Need to see challala.txt for a definitive test.
#include <math.h>
#include <stdio.h>
#include <stdlib.h>
#include <string.h>
// Why use a coarse approximation?
//#define PI 3.1415926536
#define PI 3.1415926535897932384626433832795
// Let us stick to double only.
//float s(float x, float);
double s(double x, double);
// Add void, else declaration does not check the parameters.

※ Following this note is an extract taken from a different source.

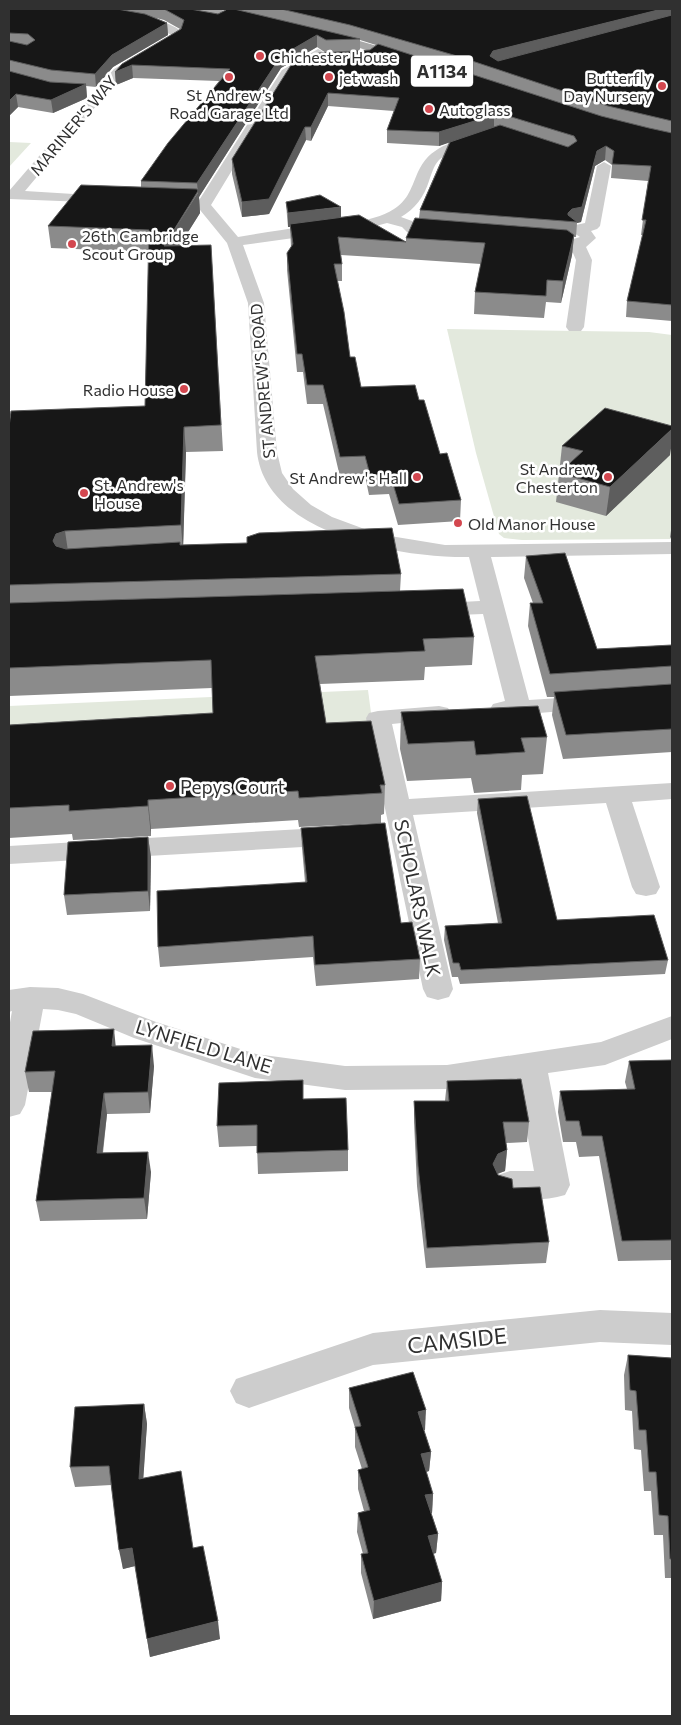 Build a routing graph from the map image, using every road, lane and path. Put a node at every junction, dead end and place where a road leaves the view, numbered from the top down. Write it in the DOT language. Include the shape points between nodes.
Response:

//double AWGN_generator();
double AWGN_generator(void);
// These should have already been declared in <stdio.h>
// FILE* fopen(const char* nomDuFichier, const char* modeOuverture);
// int fclose(FILE* pointeurSurFichier);
int main(int argc, char *argv[]) {
//parameters
double eps = 0.05;
// float f = 0.215;
double f = 0.215;
double mu = 1.1;
double D = 0.001;
int time_window = 90;
// Unclear why `int/long` used here. size_t would be idiomatic for array sizing.
int num_points = 1000;
long num_neurons = 1000;
// Avoid integer division when a FP quotinet is desired
// double deltaT = time_window / num_points;
double deltaT = 1.0*time_window / num_points;
int i;
//time
double Time[num_points];
Time[0] = 0.0;
for (i = 1; i < num_points; i++)
{
Time[i] = Time[i - 1] + deltaT;
}
//opening file for saving data
FILE* fichier = NULL;
fichier = fopen("challala.txt", "w");
if (fichier != NULL) {
double v[num_points][num_neurons];
// zero fill use wrong type in sizeof.
// Avoid type in sizeof, better to use sizeof object
// memset(v, 0, num_points * num_neurons * sizeof(long));
memset(v, 0, sizeof v);
// Let us use FP here.
//long compteur[num_points];
double compteur[num_points];
memset(compteur, 0, sizeof compteur);
int pos_1;
int pos_2;
//Euler's method
for (pos_1 = 1; pos_1 < num_points; pos_1++)
{
for (pos_2 = 0; pos_2 < num_neurons; pos_2++) {
// float t = Time[pos_1 - 1];
double t = Time[pos_1 - 1];
v[pos_1][pos_2] = v[pos_1 - 1][pos_2]
+ deltaT * (-v[pos_1 - 1][pos_2] + mu + eps * s(t, f))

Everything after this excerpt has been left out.